[Task to carry out] Beginning at the line that contains "wrist: (1359, 1164)", reproduce the entries below exactly, ending with the line that contains "ring dip: (288, 211)". Omit each picture.

[Opening Records for the task section]

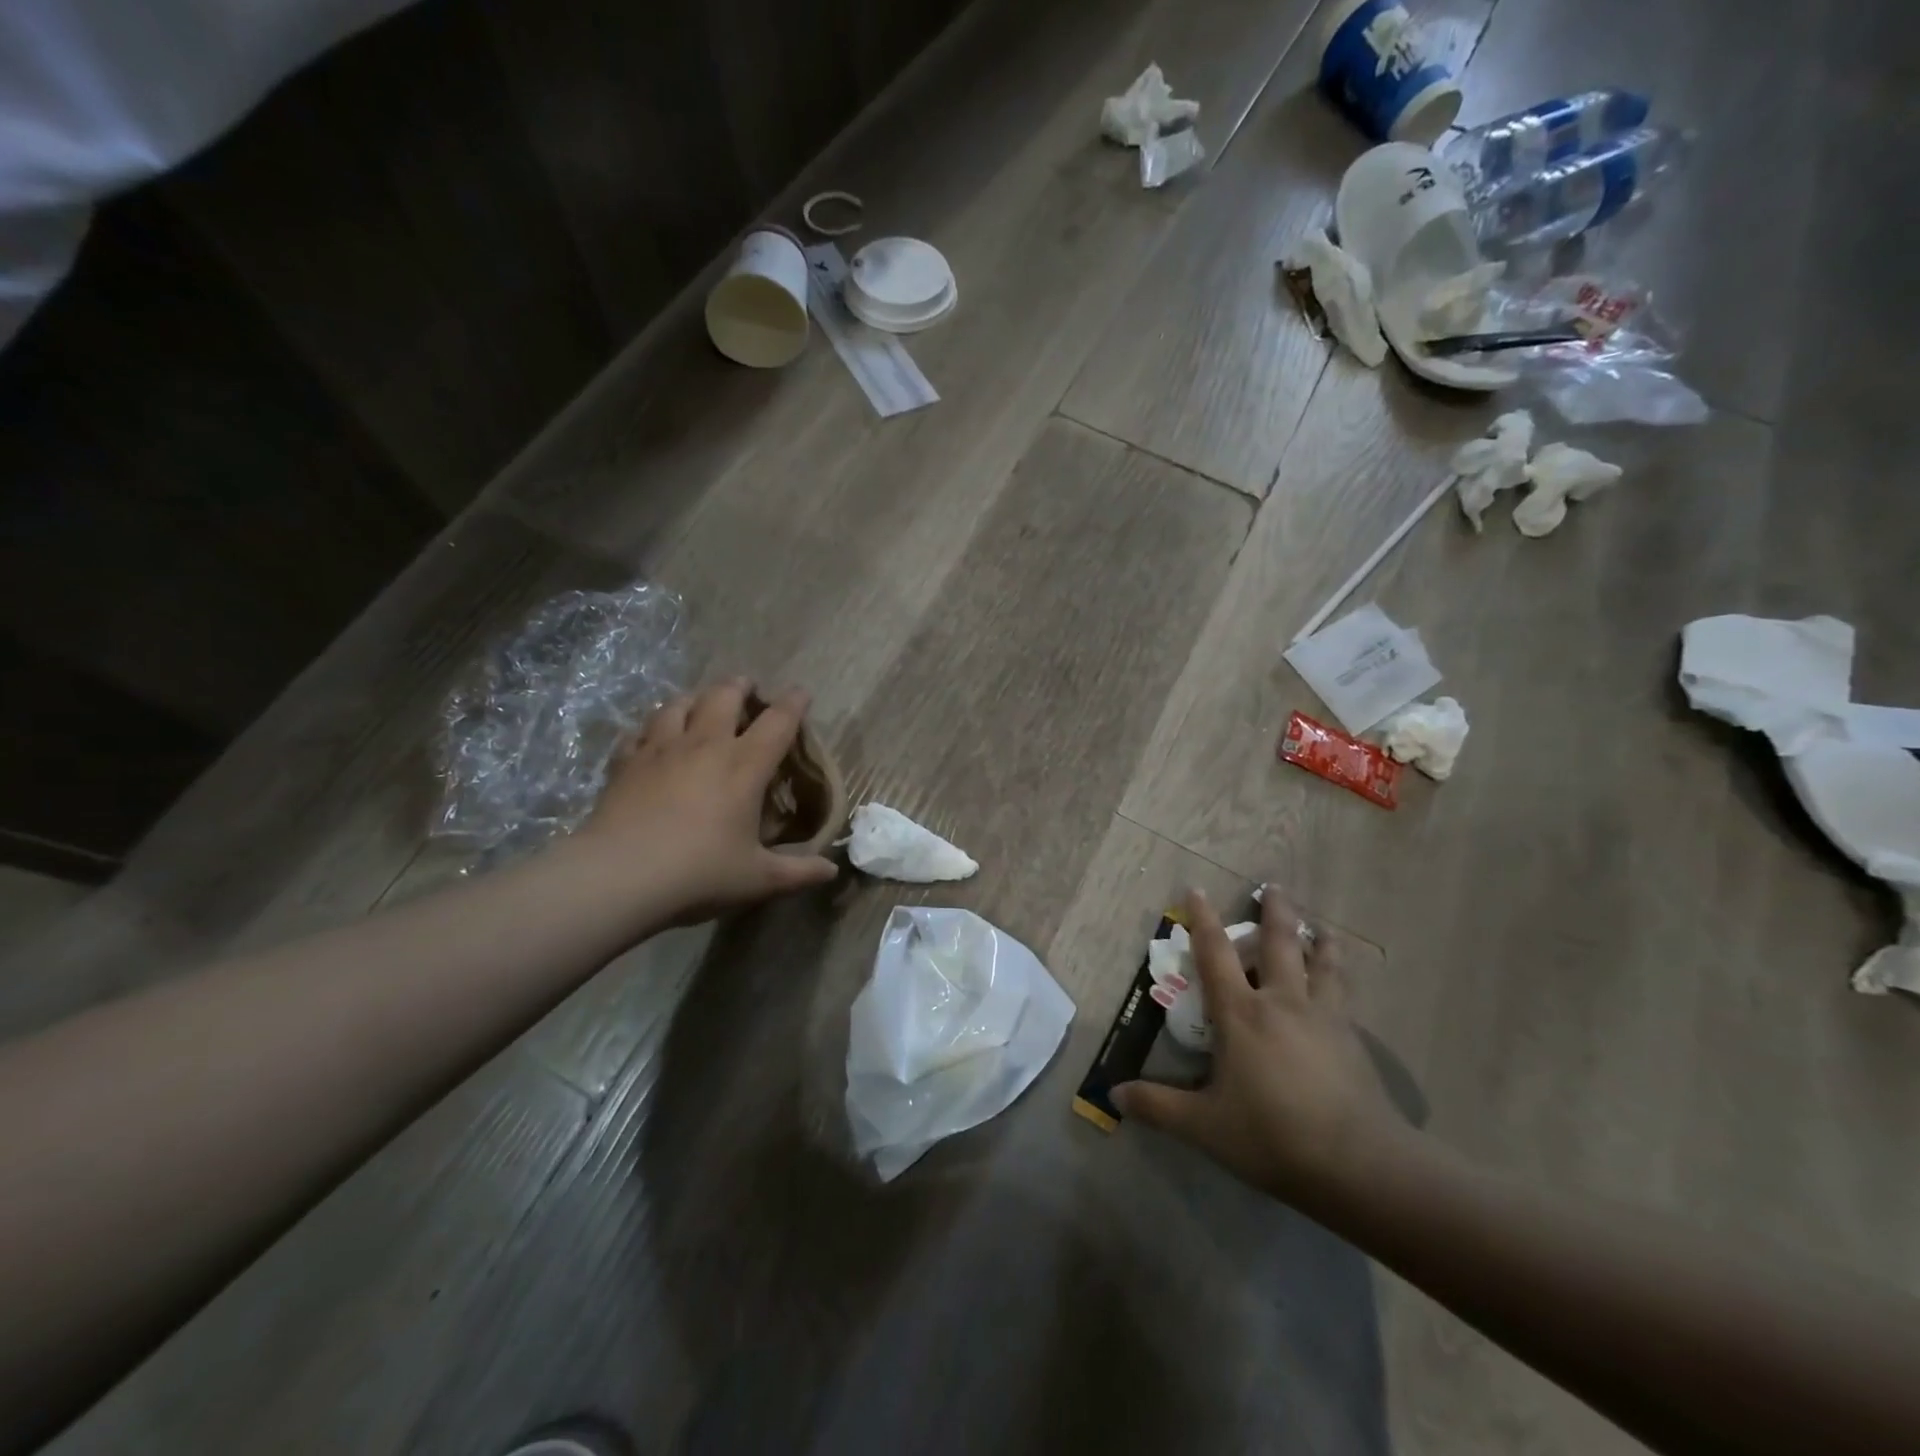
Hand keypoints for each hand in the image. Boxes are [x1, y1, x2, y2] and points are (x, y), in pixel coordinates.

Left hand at [574, 680, 838, 922]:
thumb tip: (831, 872)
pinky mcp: (625, 762)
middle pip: (724, 696)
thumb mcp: (757, 879)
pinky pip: (639, 732)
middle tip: (747, 687)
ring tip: (699, 703)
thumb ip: (798, 872)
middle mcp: (705, 745)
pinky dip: (650, 728)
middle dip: (740, 686)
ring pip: (678, 704)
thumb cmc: (699, 872)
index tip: (801, 693)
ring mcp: (660, 749)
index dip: (794, 703)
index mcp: (744, 766)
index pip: (778, 722)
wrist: (619, 876)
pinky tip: (650, 737)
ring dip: (694, 698)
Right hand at [1113, 887, 1409, 1208]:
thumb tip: (1113, 1094)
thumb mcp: (1205, 1126)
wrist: (1359, 1164)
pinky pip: (1344, 996)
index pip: (1215, 954)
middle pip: (1280, 943)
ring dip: (1319, 941)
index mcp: (1241, 1013)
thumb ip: (1158, 1106)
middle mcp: (1282, 1002)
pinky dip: (1339, 979)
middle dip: (1275, 911)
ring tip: (1322, 928)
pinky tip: (1342, 987)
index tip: (1196, 889)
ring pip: (1322, 964)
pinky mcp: (1353, 1040)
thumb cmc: (1272, 1136)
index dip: (1202, 920)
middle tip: (1273, 886)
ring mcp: (1324, 1018)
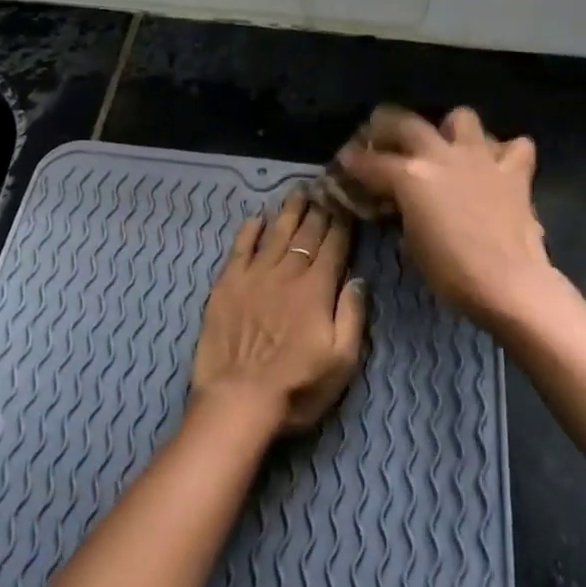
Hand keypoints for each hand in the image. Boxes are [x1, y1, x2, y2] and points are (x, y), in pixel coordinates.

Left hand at [190, 194, 368, 438]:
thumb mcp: (342, 361)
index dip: (342, 223)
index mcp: (317, 289)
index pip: (334, 246)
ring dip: (288, 211)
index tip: (347, 203)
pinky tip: (257, 218)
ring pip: (275, 233)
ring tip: (297, 192)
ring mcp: (254, 275)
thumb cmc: (297, 386)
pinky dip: (249, 230)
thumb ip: (352, 315)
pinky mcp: (227, 284)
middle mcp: (287, 273)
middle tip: (324, 187)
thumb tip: (358, 279)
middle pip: (306, 234)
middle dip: (318, 209)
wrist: (238, 398)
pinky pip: (240, 247)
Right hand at [337, 106, 556, 327]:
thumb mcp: (411, 243)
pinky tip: (496, 165)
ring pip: (462, 117)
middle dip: (387, 123)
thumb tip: (398, 204)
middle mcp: (442, 156)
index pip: (371, 162)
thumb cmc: (450, 272)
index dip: (354, 161)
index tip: (346, 160)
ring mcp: (481, 158)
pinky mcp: (514, 171)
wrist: (509, 283)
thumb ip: (402, 212)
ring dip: (451, 128)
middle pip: (407, 123)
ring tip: (447, 145)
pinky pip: (515, 146)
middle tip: (380, 131)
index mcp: (410, 176)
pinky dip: (504, 151)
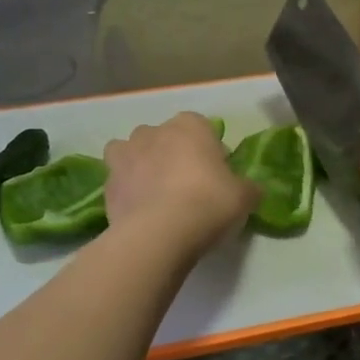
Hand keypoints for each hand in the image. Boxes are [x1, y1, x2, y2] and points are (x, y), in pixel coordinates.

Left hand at [103, 112, 255, 257]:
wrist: (159, 234)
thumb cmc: (208, 203)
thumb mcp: (244, 197)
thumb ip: (248, 188)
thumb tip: (252, 190)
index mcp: (189, 126)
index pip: (201, 126)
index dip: (209, 149)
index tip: (217, 173)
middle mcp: (154, 132)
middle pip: (164, 137)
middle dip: (172, 153)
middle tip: (188, 185)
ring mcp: (125, 155)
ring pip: (132, 151)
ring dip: (141, 165)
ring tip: (156, 193)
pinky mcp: (107, 183)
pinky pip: (119, 181)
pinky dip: (127, 191)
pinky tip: (140, 212)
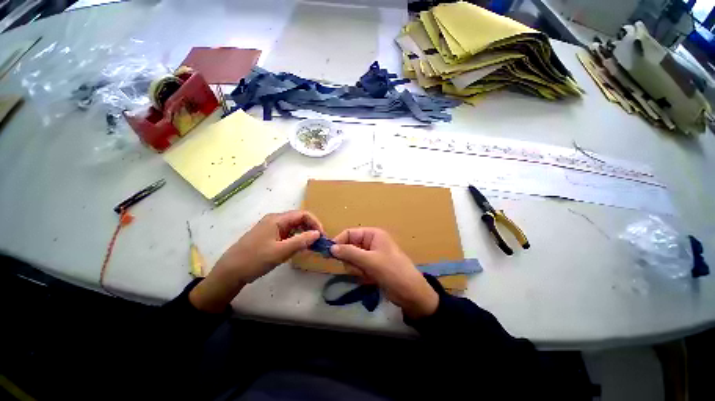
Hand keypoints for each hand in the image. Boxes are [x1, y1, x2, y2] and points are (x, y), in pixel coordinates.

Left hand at [190, 210, 322, 312]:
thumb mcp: (280, 251)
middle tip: (319, 241)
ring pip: (294, 226)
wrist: (229, 272)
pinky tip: (299, 247)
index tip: (322, 235)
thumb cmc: (255, 260)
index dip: (315, 223)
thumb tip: (318, 233)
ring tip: (312, 245)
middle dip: (311, 228)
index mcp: (277, 219)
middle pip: (299, 219)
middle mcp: (275, 220)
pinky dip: (296, 238)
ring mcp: (271, 228)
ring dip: (304, 234)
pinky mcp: (269, 236)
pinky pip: (287, 233)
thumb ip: (301, 241)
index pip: (303, 214)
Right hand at [330, 228, 437, 318]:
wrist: (410, 293)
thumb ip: (349, 253)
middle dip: (351, 260)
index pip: (349, 233)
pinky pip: (357, 268)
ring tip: (367, 274)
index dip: (339, 242)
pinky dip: (361, 274)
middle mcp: (370, 242)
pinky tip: (370, 279)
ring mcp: (370, 255)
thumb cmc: (392, 271)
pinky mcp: (371, 267)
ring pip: (352, 260)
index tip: (329, 254)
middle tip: (359, 268)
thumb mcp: (370, 261)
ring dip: (356, 269)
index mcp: (372, 234)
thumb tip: (331, 247)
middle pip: (349, 247)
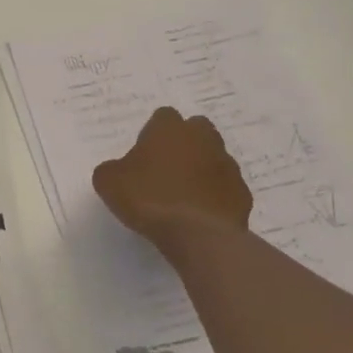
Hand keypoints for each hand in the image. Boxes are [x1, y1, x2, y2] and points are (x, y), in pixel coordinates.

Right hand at [92, 108, 253, 251]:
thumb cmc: (149, 199)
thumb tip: (119, 171)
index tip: (144, 154)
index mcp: (169, 129)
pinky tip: (200, 214)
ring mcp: (227, 165)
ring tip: (184, 195)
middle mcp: (203, 139)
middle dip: (184, 143)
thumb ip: (113, 169)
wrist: (197, 235)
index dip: (153, 133)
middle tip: (166, 168)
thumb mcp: (109, 182)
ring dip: (202, 169)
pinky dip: (215, 196)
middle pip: (196, 130)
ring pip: (214, 158)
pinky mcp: (243, 193)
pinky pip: (226, 188)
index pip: (163, 116)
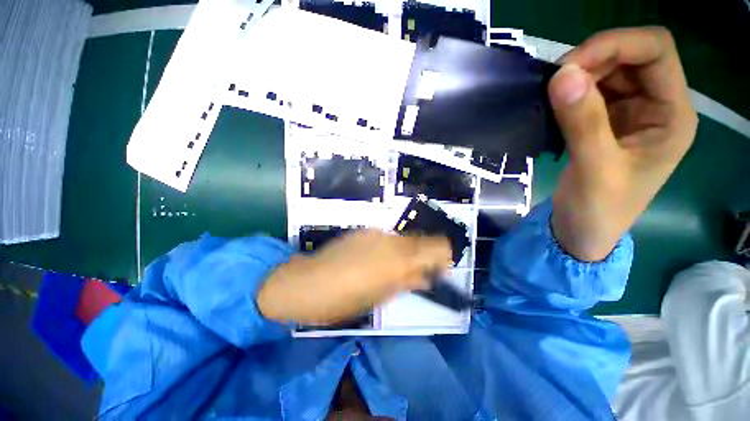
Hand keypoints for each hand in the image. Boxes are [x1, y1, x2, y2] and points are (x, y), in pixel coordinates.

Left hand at [257, 230, 451, 324]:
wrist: (308, 282)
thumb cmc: (344, 300)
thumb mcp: (380, 297)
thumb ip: (407, 282)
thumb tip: (425, 275)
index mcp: (400, 260)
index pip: (437, 247)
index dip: (442, 256)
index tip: (439, 268)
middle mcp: (392, 240)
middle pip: (423, 239)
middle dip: (425, 254)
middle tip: (417, 271)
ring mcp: (377, 233)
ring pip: (404, 238)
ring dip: (406, 251)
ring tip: (393, 267)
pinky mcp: (364, 231)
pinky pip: (387, 237)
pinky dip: (390, 247)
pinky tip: (375, 259)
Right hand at [547, 27, 697, 260]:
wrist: (582, 230)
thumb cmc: (598, 210)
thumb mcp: (595, 170)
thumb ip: (584, 123)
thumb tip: (563, 74)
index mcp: (672, 115)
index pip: (656, 51)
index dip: (616, 45)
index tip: (569, 67)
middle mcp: (657, 105)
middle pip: (631, 56)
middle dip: (592, 59)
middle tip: (553, 82)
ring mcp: (631, 112)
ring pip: (608, 70)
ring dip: (577, 75)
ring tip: (549, 95)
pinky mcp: (606, 122)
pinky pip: (590, 91)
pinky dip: (570, 91)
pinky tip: (553, 104)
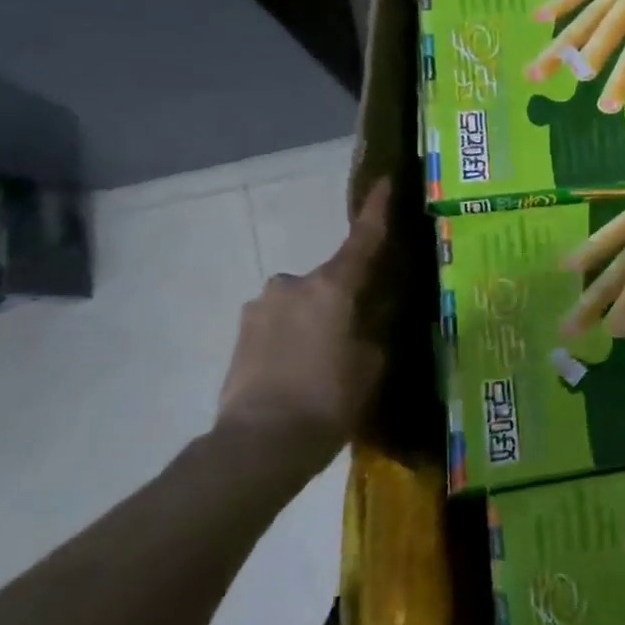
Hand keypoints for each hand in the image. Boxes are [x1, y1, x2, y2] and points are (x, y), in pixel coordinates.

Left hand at [215, 178, 392, 469]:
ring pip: (301, 302)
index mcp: (333, 286)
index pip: (363, 239)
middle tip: (357, 331)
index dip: (377, 210)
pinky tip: (297, 371)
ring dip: (314, 319)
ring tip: (323, 362)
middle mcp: (293, 284)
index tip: (384, 181)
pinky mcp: (240, 332)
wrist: (258, 444)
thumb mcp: (372, 364)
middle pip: (331, 280)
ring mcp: (260, 306)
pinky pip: (278, 322)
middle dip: (344, 297)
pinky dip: (291, 336)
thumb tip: (374, 313)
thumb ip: (376, 329)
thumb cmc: (330, 400)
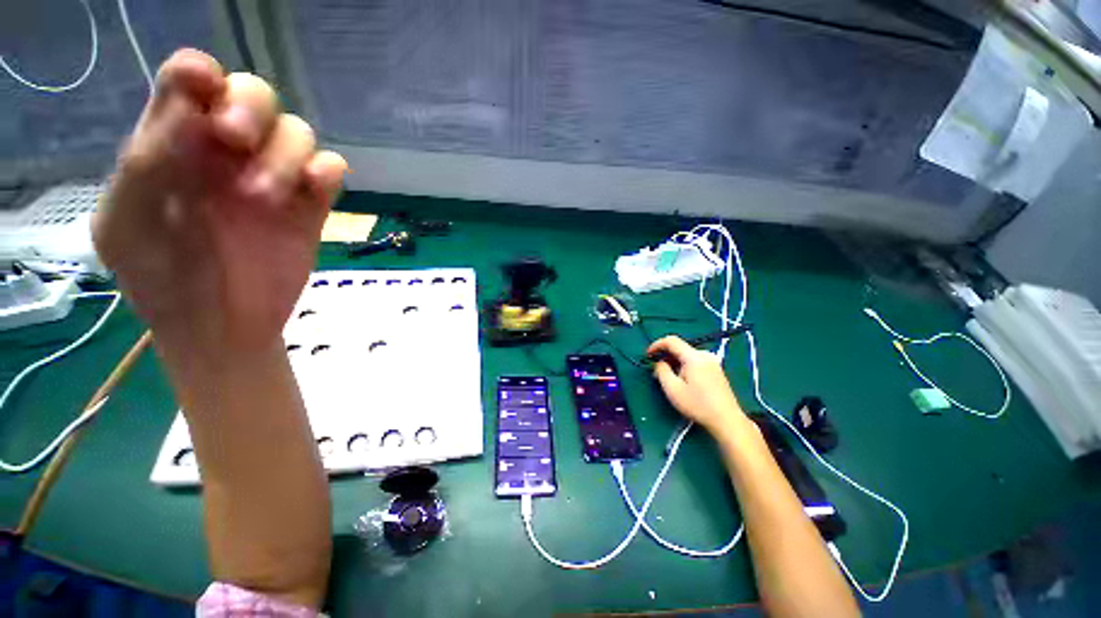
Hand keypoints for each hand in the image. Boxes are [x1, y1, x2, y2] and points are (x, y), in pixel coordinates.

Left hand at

[Closing Records for the task section]

[Solution for this exercise]
wrist: (1359, 1164)
pinky pip: (1344, 996)
index pip: (1215, 954)
middle pip: (1280, 943)
ring dip: (1319, 941)
index mcp: (1241, 1013)
thumb ip: (1158, 1106)
middle mcp: (1282, 1002)
pinky dip: (1339, 979)
middle dip: (1275, 911)
ring tip: (1322, 928)
pinky tip: (1342, 987)
index tip: (1196, 889)
ring pip: (1322, 964)
pinky mcp: (1353, 1040)
thumb cmc: (1272, 1136)
index dip: (1202, 920)
middle tip: (1273, 886)
ring mcp: (1324, 1018)
Hand keypoints for each hand in the image. Boxes are [x1, y1, x2, y2] and points are (x, y), in pixel coordinates.

Left hand at [190, 194, 368, 438]:
thumb mcp: (342, 361)
index dip: (342, 223)
index mcp: (317, 289)
index pip: (334, 246)
ring dip: (288, 211)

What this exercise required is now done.